White argues that the Kurdish national movement in Turkey had progressed during the past century from primitive rebels (Eric Hobsbawm’s term) to revolutionary modernizers. But he also notes that the “cloying religious devotion” given to Abdullah Öcalan, the Partiya Karkaren Kurdistan (PKK)'s leader, suggests something quite different was under way - either Max Weber’s concept of “charismatic authority” or Graham Little’s Weberian-derived “narcissistic leadership” type. The capture and imprisonment of Öcalan in 1999 “raises the distinct possibility of a political ‘de-evolution’ on the part of the PKK, back towards practices of social banditry.” In other words, the advances are now in danger of being lost as the PKK reverts to a more primitive format.

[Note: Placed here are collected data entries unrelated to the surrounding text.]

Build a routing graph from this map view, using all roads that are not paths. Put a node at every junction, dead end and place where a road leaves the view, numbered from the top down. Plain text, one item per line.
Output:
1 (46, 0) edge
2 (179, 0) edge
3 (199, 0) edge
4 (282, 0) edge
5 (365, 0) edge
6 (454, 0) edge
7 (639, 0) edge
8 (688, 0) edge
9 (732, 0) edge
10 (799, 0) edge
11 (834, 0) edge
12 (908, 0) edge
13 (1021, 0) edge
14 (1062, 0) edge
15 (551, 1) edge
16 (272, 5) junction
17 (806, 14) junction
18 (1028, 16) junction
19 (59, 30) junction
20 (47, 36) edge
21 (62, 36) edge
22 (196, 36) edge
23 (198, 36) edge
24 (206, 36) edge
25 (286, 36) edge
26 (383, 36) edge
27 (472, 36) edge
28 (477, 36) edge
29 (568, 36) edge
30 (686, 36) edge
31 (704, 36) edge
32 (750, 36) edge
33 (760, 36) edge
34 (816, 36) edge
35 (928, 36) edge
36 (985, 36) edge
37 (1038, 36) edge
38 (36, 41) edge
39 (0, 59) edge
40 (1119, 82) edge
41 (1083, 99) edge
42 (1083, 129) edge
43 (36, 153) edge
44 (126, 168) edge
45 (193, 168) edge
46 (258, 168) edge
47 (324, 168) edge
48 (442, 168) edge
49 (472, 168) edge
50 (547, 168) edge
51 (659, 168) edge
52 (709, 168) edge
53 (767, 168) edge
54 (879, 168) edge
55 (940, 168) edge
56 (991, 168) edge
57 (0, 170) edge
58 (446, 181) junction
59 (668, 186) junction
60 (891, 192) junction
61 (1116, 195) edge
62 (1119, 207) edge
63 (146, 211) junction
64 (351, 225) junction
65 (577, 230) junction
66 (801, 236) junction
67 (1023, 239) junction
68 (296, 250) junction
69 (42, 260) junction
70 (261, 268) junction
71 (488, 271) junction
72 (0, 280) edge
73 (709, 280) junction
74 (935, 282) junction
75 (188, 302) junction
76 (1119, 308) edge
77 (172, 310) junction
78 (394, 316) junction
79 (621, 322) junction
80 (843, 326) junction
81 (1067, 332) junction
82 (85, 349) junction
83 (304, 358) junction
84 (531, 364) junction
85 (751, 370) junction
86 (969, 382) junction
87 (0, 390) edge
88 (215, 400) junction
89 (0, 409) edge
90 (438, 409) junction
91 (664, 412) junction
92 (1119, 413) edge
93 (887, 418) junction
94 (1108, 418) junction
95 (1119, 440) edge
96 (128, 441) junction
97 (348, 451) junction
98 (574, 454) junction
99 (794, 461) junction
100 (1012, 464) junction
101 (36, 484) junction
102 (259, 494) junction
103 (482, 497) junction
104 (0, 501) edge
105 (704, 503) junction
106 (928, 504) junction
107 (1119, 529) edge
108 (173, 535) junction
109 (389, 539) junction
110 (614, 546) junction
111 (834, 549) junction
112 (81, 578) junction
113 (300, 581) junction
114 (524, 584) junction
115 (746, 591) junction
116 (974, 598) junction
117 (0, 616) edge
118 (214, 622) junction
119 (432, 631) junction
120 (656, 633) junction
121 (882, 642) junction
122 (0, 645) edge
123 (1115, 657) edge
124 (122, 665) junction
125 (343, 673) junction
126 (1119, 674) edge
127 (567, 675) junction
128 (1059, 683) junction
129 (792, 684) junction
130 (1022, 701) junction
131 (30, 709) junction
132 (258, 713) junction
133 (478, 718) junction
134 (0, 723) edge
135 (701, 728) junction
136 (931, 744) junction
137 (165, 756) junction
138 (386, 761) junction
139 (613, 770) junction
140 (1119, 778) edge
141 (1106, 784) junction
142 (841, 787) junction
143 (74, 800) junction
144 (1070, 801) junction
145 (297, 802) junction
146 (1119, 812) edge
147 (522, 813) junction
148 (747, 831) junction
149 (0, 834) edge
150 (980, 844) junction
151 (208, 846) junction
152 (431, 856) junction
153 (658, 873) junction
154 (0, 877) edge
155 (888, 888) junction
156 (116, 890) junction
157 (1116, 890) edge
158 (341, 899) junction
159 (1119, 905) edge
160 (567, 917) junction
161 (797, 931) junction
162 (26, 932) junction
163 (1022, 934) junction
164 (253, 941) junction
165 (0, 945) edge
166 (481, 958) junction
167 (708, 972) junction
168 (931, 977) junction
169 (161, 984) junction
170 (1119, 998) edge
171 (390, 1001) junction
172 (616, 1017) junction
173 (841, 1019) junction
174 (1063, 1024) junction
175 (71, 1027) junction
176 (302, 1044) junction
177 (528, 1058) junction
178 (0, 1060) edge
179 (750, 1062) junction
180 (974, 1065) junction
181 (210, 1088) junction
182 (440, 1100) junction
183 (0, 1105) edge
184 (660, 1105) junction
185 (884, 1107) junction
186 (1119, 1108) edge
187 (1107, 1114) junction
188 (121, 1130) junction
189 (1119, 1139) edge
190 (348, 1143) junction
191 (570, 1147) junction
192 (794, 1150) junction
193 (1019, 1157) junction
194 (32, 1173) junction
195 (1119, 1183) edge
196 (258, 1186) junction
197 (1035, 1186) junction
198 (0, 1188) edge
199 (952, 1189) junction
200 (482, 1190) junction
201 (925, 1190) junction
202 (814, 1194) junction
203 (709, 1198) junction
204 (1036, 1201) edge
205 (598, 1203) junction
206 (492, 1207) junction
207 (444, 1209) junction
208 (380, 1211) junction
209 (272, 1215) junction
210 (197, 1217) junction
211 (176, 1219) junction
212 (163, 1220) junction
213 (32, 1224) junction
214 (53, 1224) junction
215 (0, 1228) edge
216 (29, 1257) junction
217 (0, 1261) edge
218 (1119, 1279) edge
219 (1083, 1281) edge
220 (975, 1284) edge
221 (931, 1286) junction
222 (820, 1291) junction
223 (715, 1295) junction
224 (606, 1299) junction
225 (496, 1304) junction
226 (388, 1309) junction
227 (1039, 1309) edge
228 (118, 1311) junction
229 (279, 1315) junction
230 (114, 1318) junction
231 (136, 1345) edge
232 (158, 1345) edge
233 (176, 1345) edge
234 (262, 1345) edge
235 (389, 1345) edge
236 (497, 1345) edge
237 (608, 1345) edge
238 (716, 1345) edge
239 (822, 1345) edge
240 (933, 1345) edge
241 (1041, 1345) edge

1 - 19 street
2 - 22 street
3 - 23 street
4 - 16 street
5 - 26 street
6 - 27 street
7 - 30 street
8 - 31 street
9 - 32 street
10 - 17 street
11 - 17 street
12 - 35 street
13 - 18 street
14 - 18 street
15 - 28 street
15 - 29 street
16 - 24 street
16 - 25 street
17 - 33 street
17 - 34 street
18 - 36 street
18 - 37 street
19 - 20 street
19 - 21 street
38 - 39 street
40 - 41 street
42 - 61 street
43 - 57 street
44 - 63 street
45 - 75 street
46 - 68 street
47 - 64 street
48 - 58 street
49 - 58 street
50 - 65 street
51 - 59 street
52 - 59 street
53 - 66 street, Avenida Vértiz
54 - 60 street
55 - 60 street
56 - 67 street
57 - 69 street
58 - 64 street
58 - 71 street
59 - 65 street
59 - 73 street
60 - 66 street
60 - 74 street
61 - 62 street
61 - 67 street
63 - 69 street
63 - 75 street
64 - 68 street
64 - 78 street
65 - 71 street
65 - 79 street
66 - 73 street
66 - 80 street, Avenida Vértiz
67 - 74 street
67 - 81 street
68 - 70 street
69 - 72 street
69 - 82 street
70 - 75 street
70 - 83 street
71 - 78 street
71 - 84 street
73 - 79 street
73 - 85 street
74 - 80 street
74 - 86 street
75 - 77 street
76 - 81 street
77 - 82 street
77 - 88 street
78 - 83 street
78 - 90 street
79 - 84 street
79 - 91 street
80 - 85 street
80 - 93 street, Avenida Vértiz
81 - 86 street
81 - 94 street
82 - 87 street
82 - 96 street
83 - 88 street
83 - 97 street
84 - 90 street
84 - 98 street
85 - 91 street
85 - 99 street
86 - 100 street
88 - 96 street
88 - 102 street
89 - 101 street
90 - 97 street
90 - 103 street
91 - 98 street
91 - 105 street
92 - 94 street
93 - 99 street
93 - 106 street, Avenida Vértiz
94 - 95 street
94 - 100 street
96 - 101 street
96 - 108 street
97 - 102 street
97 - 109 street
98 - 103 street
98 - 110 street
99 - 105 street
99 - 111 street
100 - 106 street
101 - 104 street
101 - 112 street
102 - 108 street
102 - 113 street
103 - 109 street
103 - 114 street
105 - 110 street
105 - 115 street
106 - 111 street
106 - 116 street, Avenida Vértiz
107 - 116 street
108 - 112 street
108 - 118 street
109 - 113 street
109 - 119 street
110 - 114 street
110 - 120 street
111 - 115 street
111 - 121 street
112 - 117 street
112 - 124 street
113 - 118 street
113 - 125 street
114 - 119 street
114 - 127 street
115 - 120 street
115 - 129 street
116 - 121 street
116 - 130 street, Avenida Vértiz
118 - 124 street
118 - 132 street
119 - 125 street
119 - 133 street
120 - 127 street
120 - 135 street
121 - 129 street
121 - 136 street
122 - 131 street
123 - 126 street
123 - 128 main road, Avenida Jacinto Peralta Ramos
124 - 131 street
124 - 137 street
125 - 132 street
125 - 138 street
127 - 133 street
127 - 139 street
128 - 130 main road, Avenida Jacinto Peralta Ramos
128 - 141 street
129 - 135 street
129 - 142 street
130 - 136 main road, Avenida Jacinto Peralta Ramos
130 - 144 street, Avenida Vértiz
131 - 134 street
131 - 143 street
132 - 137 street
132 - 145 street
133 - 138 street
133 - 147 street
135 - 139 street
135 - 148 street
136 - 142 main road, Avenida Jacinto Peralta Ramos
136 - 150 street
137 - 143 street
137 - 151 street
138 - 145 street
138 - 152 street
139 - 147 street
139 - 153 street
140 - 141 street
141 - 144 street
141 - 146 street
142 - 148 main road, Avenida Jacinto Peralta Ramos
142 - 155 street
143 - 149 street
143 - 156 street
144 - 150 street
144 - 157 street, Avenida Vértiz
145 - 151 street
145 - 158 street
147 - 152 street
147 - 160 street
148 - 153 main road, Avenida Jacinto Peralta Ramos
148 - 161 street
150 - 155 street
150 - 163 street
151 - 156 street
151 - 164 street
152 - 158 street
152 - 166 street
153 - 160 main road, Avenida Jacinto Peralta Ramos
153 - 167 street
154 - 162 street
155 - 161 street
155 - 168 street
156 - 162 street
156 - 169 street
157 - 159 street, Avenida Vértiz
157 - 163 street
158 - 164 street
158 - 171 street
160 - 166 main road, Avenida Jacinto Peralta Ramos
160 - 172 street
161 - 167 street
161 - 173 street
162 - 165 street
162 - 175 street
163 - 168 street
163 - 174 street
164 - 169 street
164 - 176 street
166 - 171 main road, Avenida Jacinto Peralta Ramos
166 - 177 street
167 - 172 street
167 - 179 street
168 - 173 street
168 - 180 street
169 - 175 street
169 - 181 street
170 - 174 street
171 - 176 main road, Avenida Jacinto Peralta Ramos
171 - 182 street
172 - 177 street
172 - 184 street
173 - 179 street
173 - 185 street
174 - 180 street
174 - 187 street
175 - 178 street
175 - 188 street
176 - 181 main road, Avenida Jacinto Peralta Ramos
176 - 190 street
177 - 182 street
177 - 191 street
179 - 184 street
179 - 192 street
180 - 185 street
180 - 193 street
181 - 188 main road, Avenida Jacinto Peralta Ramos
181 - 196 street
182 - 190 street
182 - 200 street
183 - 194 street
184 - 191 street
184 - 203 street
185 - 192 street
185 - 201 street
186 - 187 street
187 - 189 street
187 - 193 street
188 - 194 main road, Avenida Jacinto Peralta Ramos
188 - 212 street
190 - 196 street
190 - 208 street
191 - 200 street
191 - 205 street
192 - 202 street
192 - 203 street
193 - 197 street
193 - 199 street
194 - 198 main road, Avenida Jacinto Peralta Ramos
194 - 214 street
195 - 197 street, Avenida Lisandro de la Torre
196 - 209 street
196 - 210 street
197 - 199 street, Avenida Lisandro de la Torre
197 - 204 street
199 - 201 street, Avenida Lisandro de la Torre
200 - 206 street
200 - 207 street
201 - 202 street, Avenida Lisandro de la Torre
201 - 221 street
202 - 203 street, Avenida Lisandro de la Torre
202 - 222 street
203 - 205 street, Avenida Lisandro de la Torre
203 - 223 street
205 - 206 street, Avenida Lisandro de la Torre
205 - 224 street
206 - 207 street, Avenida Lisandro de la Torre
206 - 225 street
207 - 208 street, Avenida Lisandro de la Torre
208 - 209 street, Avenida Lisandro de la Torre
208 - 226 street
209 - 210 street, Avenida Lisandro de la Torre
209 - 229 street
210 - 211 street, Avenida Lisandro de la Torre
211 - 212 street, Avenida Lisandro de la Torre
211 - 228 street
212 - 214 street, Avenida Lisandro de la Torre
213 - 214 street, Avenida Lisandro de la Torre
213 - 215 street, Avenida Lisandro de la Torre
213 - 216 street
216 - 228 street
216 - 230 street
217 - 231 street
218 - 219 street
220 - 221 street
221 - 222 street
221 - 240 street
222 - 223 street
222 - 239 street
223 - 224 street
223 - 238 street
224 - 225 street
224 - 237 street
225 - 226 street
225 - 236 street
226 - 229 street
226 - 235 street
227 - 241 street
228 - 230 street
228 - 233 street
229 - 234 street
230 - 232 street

Such abstractions notwithstanding, White maintains that both “the dominant and ultimately determinant factors are . . . economic in nature.” He argues that despite Turkey’s successes under Turgut Özal’s leadership during the 1980s, “Kurds since 1980 have arguably felt more ‘left out,’ less like participants in the Turkish economy and society than ever before.” White also sees doom and gloom when he analyzes how the economic crisis of 1994 caused the Turkish lira (TL) to plunge “from TL 11,000 to the U.S. dollar in June 1993 . . . to TL 38,000 in early April 1994.” He speculates that “a programme of strong, ongoing, economic reforms . . . would require a further period of direct military rule, and the suspension of Turkey’s fragile parliamentary democracy.” What might he say about the new economic disaster in February 2001 that has led to a collapse of the Turkish currency from TL 668,000 to the U.S. dollar in December 2000 to more than TL 1,393,000 by January 2002? There is, in other words, no necessary connection between Turkey’s economy and the war against the PKK.
Given the PKK’s military defeat and Öcalan’s imprisonment, it is clear that White’s present analysis can only help us understand how the Kurdish issue developed in the past. A new chapter in which the Kurdish problem has partially receded and has now become part of Turkey’s candidacy for membership in the European Union (since December 1999) is now upon us.